### Data extracts

▼

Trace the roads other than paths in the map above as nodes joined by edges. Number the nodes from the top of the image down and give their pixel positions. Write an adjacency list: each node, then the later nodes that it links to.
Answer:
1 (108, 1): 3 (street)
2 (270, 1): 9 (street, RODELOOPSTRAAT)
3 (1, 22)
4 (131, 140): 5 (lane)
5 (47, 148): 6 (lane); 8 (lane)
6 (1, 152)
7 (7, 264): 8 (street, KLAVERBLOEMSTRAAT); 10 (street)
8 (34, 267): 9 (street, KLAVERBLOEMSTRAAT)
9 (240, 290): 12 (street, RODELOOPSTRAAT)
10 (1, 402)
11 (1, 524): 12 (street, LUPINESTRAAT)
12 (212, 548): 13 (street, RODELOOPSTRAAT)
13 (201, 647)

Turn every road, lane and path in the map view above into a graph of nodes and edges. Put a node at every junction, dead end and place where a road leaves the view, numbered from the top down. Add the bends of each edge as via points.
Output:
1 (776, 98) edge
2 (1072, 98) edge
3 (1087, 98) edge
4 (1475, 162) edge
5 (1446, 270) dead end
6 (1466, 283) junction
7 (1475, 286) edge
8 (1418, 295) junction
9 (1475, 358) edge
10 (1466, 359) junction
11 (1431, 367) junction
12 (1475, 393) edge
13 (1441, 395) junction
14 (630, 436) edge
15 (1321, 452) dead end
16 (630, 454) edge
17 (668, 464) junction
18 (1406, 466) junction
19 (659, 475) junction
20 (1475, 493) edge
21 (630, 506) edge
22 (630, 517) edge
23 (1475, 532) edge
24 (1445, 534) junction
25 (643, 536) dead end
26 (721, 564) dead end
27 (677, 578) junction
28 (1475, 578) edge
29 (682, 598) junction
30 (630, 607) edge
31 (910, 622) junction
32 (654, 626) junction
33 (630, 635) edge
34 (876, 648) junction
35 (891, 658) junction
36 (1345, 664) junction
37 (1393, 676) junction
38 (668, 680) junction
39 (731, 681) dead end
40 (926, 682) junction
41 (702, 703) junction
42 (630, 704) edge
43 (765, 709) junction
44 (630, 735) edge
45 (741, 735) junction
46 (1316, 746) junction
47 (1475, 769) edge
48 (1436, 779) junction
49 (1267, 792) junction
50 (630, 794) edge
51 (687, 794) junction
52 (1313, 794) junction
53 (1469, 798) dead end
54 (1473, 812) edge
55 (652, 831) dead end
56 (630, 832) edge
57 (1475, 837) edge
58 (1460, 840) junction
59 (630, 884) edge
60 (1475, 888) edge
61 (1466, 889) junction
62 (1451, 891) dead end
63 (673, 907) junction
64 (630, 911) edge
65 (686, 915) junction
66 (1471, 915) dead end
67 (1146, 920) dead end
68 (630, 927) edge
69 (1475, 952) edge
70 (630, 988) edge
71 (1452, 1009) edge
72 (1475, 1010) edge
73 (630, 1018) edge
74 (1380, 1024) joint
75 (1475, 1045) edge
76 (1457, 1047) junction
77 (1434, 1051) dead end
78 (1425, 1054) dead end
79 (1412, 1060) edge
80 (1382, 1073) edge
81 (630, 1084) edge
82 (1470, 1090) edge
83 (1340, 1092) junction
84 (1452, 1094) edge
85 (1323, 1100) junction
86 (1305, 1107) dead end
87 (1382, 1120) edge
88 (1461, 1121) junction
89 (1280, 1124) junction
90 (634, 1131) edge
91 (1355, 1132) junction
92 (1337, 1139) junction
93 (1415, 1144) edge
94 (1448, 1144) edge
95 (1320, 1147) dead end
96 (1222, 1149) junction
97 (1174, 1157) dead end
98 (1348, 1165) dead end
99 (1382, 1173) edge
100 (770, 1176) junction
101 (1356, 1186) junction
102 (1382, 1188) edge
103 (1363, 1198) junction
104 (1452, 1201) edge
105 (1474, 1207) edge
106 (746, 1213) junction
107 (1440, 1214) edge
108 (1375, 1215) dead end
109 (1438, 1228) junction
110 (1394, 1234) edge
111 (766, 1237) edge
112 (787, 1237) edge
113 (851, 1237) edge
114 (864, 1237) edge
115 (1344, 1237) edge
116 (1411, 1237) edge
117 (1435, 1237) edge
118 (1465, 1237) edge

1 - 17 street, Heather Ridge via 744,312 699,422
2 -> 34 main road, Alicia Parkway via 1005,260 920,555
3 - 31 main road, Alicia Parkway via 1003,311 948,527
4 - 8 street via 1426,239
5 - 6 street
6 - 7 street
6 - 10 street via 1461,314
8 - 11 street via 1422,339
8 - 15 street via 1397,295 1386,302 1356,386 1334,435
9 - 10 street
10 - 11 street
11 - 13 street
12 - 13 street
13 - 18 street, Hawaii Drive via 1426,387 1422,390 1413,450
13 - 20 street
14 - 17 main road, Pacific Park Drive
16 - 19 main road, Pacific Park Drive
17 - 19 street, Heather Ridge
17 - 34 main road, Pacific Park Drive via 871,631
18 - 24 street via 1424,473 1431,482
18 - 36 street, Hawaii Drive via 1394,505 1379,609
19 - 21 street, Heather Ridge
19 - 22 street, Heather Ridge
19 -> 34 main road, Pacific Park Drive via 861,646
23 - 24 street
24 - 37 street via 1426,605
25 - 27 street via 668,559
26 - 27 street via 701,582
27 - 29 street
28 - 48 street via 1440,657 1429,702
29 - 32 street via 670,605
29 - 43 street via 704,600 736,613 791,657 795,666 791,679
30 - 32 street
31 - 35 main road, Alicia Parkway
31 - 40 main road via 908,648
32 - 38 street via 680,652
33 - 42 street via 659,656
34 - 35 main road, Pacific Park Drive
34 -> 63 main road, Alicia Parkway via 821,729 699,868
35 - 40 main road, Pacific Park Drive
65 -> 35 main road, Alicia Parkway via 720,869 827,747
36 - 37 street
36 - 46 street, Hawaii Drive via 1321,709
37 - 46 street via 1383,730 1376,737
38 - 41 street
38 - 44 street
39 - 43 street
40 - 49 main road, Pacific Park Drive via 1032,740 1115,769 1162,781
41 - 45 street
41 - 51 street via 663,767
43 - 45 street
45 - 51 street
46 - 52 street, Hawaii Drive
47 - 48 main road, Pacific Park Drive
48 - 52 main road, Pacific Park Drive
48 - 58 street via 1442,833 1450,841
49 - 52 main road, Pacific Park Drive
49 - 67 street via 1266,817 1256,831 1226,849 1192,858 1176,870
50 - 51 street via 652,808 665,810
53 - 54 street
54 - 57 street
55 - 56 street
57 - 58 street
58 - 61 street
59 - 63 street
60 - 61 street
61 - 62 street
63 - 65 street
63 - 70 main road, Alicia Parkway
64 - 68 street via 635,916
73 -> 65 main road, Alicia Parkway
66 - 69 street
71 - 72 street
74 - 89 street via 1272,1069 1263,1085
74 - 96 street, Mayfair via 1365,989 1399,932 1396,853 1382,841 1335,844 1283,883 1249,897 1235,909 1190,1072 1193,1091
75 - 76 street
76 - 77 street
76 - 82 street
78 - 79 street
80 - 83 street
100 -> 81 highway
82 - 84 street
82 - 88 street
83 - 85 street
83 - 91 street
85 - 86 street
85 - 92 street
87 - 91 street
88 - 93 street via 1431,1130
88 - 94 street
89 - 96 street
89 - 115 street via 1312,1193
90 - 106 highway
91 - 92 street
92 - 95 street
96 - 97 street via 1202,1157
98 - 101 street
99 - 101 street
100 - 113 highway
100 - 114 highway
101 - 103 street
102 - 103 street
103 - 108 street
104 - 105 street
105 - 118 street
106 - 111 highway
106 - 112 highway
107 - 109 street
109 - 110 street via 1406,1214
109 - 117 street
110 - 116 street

▲

### Exercise requirements
Every line above that holds the string "highway" should be copied into the answer.

### Response area
100 -> 81 highway
90 - 106 highway
100 - 113 highway
100 - 114 highway
106 - 111 highway
106 - 112 highway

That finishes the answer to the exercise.